= William Bowring (cricketer) =

West Indian cricketer

William Bowring (14 November 1874 at St John's, Newfoundland Colony – 12 August 1945 at Bay, St Michael, Barbados) was a West Indian cricketer who toured with the first West Indian touring side to England in 1900. He was educated at Sherborne and Marlborough and was the only one of the tourists to have learnt his cricket in England.

He first went to the West Indies in late 1898 and his first big matches were for A.B. St Hill's team in 1898-99 and for Barbados in the 1899-1900 Inter-Colonial Tournament but in none of these matches did he have any success.

Despite this he was originally selected as captain of the 1900 tourists. He was eventually replaced in this role by Aucher Warner but agreed to join the side as an ordinary member. He was described before the tour as "Good bat, hard hitter, makes his runs mostly in front of the wicket by hard drives. Has a good forcing stroke off his legs, and plays very hard, especially on the off. A good field, and safe catch.

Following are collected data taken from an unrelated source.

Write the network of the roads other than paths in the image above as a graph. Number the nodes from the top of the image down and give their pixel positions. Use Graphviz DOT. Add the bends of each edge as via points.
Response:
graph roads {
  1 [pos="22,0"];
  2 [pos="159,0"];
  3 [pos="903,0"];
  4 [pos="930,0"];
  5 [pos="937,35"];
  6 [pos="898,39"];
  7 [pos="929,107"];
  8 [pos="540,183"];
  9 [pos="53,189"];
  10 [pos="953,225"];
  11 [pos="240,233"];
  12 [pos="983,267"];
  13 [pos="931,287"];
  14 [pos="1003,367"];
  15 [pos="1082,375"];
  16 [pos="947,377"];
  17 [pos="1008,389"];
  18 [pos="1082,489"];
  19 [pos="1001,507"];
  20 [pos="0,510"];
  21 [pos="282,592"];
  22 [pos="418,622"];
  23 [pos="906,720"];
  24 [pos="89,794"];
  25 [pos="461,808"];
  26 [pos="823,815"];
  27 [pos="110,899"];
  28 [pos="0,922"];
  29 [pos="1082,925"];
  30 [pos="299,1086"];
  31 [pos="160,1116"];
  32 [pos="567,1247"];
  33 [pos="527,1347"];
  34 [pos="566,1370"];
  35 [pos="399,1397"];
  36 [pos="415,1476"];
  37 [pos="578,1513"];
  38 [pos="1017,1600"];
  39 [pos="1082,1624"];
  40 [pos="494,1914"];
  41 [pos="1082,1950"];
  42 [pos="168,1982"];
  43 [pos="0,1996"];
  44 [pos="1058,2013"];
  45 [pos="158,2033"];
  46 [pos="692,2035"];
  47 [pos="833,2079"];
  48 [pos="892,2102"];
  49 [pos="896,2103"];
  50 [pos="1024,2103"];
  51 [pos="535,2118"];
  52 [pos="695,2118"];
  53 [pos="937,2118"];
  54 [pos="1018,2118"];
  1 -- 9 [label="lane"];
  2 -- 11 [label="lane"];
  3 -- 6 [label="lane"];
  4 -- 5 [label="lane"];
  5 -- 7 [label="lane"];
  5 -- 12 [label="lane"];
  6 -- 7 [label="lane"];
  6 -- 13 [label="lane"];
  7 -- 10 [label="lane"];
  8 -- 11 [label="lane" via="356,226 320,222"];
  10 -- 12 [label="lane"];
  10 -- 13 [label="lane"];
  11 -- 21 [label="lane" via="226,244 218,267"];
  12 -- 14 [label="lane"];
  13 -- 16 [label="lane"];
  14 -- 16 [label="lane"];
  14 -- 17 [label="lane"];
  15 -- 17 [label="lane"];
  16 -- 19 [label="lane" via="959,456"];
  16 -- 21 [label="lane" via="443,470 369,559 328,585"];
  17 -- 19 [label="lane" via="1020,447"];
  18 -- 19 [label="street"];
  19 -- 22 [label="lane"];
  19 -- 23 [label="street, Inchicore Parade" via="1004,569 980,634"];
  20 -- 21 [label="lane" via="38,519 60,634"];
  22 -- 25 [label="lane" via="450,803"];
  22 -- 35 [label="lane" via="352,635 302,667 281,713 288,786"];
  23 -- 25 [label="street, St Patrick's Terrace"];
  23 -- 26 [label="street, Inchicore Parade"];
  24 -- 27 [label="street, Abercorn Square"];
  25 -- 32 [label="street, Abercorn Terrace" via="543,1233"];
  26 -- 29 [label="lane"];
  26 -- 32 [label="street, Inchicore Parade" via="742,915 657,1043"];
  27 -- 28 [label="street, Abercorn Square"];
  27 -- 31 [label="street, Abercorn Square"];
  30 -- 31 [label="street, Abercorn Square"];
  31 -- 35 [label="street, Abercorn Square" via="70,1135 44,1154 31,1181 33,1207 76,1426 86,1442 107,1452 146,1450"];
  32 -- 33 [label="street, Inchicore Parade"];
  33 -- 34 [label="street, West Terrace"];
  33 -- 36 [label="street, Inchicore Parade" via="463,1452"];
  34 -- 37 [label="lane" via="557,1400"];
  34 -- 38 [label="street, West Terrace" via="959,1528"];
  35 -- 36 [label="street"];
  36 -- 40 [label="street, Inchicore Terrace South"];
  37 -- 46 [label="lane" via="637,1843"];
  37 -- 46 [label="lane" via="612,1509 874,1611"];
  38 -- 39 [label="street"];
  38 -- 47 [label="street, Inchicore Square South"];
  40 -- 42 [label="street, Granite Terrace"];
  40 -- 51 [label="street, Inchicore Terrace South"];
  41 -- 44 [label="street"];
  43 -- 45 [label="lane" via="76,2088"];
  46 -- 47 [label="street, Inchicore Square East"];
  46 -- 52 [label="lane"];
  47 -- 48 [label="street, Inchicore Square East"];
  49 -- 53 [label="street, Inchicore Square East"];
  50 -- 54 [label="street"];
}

Member of the Wanderers' Club". He was disappointing on the tour and "except for three innings, did nothing". His top score was 63 against Hampshire and he scored 33 and 28 against Warwickshire.

He played for Barbados in the 1901-02 Inter-Colonial Tournament and then over three years later was chosen for the combined West Indies team against Lord Brackley's team in 1904-05 when he scored 5 and was absent hurt in the second innings.

His first class career therefore consisted of 5 matches with a batting average of under 5.